How to Measure Cybersecurity with KPIs

Dmytro

Dmytro

May 08, 2025

How to Measure Cybersecurity with KPIs

In today’s fast-paced digital environment, security incidents aren’t a question of if, but when.

Let’s take a mid-sized online retail company as an example. Over the last few years, it scaled operations and revenue impressively. However, like many growing businesses, its security maturity lagged behind.

During a peak shopping season, the company suffered a Distributed Denial of Service (DDoS) attack that caused several hours of operational downtime. Fortunately, there was no data breach — no customer or financial data was lost, since the attack wasn’t an intrusion but rather a disruption.

Still, the consequences were painful:

  • orders couldn’t be processed,
  • customer complaints surged,
  • and both revenue and trust took a visible hit.

Worse yet, the company struggled to restore operations efficiently. The incident revealed a deeper issue:

  • there were no predefined incident response playbooks,
  • communication during the event was poorly coordinated,
  • and no metrics existed to assess how long detection, containment, or recovery actually took.

In the aftermath, the company realized it lacked visibility into its security posture and had no baseline to understand or improve incident handling.

They didn’t just need better tools — they needed to know where to focus their efforts to improve security resilience in line with their actual risks.

Why Cybersecurity KPIs Matter

Security teams without KPIs operate in the dark. Metrics provide clarity, focus, and direction — they help teams align with business goals, justify investments, and improve continuously.

But KPIs are more than just dashboards and numbers — they’re a reflection of your security culture and operational maturity.

8 Critical KPIs for Measuring Cybersecurity

Below are the most important cybersecurity KPIs you should consider tracking, especially if your organization is scaling and needs structure around its security program:

1. Security Incidents and Attempts

Tracks the number of attempted or actual breaches detected daily.

✨ Establishes baseline threat exposure.

2. Reported Incidents

The number of incidents formally reported by employees or systems.

✨ Shows awareness levels and incident visibility.

3. Mean Time to Detect (MTTD)

Time taken to identify a security threat or breach.

✨ A critical metric — the faster you detect, the less damage is done.

4. Mean Time to Recover (MTTR)

Time between detecting an incident and fully resolving it.

✨ Demonstrates response and recovery efficiency.

5. Mean Time to Contain (MTTC)

Time to isolate a threat after it’s detected.

✨ Helps limit the impact and spread of compromise.

6. Security Awareness Training Participation

People are your first firewall — and often the weakest link.

✨ Tracks how many employees complete cybersecurity training.

7. Cost Per Incident

Measures direct and indirect financial impact per security incident.
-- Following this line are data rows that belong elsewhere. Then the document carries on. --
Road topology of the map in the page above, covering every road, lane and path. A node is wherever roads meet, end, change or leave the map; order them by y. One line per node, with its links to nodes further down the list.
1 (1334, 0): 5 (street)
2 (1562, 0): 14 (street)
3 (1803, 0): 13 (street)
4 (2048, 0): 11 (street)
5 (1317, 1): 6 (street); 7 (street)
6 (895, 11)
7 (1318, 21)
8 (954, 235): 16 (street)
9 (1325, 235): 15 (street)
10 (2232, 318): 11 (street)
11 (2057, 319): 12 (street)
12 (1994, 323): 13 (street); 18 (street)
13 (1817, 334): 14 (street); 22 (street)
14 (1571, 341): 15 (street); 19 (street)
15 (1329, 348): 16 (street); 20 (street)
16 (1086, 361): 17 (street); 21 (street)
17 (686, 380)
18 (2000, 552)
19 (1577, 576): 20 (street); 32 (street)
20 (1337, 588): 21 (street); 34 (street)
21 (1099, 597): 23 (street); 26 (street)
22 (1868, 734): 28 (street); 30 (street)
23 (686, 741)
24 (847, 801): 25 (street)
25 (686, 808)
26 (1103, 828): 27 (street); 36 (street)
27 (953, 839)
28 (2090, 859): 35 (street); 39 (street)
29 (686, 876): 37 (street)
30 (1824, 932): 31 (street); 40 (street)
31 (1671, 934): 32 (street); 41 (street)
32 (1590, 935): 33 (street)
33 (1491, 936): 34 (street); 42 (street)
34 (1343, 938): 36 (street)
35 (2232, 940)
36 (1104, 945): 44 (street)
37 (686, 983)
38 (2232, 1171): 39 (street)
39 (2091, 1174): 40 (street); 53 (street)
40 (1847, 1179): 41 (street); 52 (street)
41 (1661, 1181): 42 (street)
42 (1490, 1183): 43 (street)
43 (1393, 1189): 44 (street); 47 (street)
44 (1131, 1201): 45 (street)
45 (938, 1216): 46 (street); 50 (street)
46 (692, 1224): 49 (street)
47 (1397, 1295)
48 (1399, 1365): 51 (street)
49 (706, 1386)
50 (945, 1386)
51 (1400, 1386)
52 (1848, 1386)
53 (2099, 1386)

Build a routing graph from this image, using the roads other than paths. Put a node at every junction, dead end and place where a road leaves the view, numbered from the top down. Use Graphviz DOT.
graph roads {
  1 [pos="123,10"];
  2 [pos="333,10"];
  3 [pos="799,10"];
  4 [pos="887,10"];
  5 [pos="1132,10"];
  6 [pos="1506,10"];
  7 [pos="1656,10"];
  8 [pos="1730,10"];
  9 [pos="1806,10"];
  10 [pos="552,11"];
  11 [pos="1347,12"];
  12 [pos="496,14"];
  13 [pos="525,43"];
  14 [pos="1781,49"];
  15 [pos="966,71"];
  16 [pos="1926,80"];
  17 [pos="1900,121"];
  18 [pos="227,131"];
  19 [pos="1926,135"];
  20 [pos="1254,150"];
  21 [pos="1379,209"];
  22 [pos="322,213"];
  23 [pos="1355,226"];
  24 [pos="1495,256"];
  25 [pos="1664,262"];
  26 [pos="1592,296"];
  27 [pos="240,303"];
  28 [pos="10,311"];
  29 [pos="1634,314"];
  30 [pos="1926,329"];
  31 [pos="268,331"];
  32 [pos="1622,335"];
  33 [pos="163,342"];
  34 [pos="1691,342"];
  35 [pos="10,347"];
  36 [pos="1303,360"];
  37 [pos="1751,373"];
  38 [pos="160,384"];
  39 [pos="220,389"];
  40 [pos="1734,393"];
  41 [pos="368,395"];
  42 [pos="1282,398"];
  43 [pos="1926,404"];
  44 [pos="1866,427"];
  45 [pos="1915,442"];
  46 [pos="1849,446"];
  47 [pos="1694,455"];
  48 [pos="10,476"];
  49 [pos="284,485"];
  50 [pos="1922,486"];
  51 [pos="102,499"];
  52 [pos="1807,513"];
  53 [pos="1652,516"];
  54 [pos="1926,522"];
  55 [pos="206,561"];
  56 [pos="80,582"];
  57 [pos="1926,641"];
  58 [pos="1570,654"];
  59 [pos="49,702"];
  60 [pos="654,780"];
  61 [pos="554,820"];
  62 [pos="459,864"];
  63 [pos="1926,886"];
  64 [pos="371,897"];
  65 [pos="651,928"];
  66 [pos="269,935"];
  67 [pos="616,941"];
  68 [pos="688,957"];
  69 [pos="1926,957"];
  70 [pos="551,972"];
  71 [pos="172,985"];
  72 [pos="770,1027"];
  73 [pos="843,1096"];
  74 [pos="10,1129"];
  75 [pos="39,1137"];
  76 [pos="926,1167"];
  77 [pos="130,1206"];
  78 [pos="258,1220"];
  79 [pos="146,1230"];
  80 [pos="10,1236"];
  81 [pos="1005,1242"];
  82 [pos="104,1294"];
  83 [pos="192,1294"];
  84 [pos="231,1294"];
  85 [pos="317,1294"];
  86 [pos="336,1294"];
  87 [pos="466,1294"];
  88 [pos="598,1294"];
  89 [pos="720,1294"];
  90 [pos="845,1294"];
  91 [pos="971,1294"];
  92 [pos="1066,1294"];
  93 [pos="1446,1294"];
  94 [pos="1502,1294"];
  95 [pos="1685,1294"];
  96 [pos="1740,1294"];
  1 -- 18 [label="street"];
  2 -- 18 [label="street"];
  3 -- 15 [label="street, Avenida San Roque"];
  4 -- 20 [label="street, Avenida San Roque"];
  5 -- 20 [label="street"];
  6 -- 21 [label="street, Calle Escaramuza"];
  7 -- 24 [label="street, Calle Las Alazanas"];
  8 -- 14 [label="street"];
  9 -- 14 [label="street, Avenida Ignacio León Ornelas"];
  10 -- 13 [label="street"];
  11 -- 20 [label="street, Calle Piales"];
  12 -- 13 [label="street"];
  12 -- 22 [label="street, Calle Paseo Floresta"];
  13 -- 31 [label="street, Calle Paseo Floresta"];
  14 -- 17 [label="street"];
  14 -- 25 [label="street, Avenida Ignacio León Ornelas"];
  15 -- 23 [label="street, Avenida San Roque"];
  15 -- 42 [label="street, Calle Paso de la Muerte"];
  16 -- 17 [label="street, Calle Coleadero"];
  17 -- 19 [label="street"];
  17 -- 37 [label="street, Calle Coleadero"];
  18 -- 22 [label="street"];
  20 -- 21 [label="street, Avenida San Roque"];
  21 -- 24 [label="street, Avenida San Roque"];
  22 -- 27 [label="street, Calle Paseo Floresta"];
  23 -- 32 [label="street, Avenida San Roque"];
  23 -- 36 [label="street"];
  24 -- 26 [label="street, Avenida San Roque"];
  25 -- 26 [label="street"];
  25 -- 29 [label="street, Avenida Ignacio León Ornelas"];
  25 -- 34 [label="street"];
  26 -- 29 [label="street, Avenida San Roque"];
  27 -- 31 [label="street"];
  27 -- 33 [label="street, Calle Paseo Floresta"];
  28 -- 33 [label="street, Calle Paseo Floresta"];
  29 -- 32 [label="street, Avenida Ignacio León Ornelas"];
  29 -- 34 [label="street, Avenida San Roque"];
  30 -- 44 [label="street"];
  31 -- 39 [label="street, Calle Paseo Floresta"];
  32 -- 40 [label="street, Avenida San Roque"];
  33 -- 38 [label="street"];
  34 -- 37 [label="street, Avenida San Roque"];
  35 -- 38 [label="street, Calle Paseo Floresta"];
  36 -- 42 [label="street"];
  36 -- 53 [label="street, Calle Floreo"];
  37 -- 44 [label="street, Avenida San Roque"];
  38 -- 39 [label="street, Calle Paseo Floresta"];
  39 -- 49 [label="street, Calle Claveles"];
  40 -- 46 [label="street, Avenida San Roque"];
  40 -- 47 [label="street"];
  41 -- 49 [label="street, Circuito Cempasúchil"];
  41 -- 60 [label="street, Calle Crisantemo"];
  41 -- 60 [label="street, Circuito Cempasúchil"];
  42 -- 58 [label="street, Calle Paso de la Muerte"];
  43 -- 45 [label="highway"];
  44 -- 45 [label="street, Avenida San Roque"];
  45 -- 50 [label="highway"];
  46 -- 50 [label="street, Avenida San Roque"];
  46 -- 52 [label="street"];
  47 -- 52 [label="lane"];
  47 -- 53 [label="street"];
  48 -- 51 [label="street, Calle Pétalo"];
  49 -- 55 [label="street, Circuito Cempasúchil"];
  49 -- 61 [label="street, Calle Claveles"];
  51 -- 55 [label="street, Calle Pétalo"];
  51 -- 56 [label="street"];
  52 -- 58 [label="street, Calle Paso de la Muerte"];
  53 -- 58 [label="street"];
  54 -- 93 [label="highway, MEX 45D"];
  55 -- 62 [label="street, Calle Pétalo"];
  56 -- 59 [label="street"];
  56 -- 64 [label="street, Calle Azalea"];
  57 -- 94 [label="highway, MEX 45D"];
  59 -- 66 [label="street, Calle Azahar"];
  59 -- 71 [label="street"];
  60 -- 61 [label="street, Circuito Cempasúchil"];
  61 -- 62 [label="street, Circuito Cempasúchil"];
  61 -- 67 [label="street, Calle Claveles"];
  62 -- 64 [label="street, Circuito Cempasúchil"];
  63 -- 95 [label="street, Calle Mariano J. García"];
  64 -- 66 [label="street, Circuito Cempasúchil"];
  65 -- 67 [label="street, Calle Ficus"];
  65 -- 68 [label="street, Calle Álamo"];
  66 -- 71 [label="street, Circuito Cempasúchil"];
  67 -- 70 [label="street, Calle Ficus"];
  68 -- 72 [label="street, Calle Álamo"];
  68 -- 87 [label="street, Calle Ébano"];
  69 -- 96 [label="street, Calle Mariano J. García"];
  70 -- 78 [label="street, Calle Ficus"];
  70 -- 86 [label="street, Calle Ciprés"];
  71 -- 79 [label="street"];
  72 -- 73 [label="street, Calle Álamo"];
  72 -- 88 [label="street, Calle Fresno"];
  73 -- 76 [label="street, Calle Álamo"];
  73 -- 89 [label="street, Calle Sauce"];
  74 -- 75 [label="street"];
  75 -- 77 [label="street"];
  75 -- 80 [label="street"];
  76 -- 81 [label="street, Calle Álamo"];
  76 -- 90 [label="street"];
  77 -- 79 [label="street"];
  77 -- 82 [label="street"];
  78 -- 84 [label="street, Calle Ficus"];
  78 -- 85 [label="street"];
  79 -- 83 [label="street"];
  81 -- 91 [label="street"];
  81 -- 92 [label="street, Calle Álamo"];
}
✨ Translates risk into business language that executives understand.

8. Analyst Workload

Number of incidents handled daily per security analyst.

✨ Useful for managing burnout and identifying scaling needs.

KPIs Are an Investment in Culture, Not Just Technology

Implementing KPIs is often seen as a data or tooling initiative. In reality, it’s an investment in people, culture, and processes.

The type and number of KPIs you should implement depend on:

  • your company size and complexity,
  • industry regulations,
  • and your organization’s risk appetite.

Just as importantly, you need access to reliable data, visibility across environments, and people or tools to monitor the items consistently.

And, collecting metrics is the easy part. But acting on them? That requires:

  • leadership buy-in,
  • organizational alignment,
  • and a feedback loop that ties metrics to improvement.

Security KPIs must be backed by management support, strategic resourcing, and a culture that treats cybersecurity as a shared responsibility — not just the SOC’s job.

Final Thoughts

You can’t improve what you don’t measure.

Cybersecurity KPIs aren’t just a compliance checkbox — they’re the foundation for building resilience, driving accountability, and enabling continuous improvement. They help transform incident response from reactive firefighting into a measurable, managed function.

Whether you're securing customer transactions, intellectual property, or operational uptime, metrics give you the visibility to make informed decisions and the leverage to justify investments.